Deploying HuggingFace models on AWS SageMaker with 2 commands

code
Author

Gabriel Chua

Published

August 10, 2024

You can have a HuggingFace model up and running on SageMaker in just a few lines of code.

===

First, you need to import the necessary modules:

from sagemaker import get_execution_role
from sagemaker.huggingface.model import HuggingFaceModel

Set up the necessary environment variables, including the model ID, instance type, and versions.

ENDPOINT_NAME = "baai-bge-large-en-v1-5"

HF_ENV = {
    'HF_MODEL_ID':'BAAI/bge-large-en-v1.5',
    'HF_TASK':'feature-extraction'
}

INSTANCE_TYPE = "ml.m5.xlarge"

TRANSFORMER_VER = "4.26"

PY_VERSION = "py39"

PYTORCH_VERSION = "1.13"

Create a HuggingFaceModel model with the specified configurations.

Here we are using SageMaker’s built-in container images with specific versions of python, pytorch and transformers. A full list of available images can be found here.

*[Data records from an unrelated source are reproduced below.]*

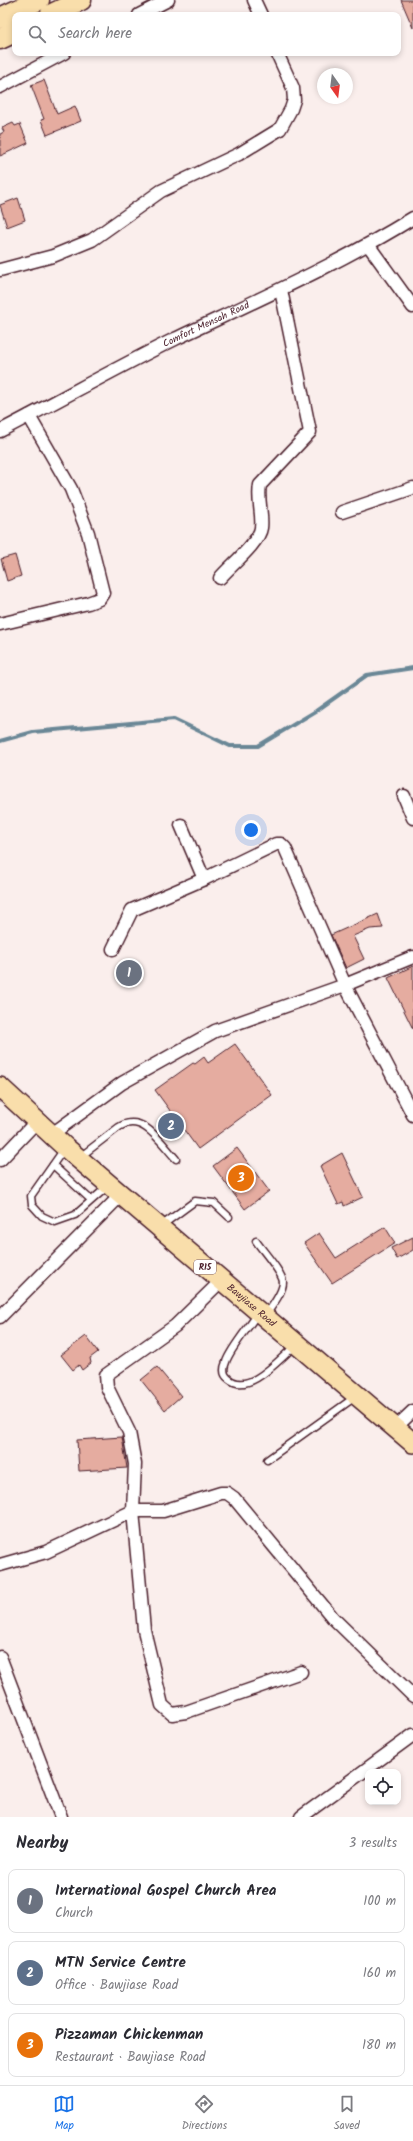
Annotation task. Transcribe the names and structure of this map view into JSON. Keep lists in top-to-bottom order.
{
  "streets": {
    "main road": ["R15", "Bawjiase Road"],
    "street": ["Comfort Mensah Road"]
  },
  "north": "bottom",
  "page": {
    "search": "Search here",
    "pins": ["1", "2", "3"],
    "heading": ["Nearby", "3 results"],
    "list": [
      {
        "mark": "1",
        "name": "International Gospel Church Area",
        "note": "Church",
        "value": "100 m"
      },
      {
        "mark": "2",
        "name": "MTN Service Centre",
        "note": "Office · Bawjiase Road",
        "value": "160 m"
      },
      {
        "mark": "3",
        "name": "Pizzaman Chickenman",
        "note": "Restaurant · Bawjiase Road",
        "value": "180 m"
      }
    ],
    "nav": ["Map", "Directions", "Saved"]
  }
}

huggingface_model = HuggingFaceModel(
   env=HF_ENV,
   role=get_execution_role(),
   transformers_version=TRANSFORMER_VER,
   pytorch_version=PYTORCH_VERSION,
   py_version=PY_VERSION,
)

Then use the .deploy method.

predictor = huggingface_model.deploy(
    endpoint_name=ENDPOINT_NAME,
    initial_instance_count=1,
    instance_type=INSTANCE_TYPE
)

And that’s it! With just a few lines of code, your HuggingFace model is live on AWS SageMaker. It’s incredibly fast to get started and deploy.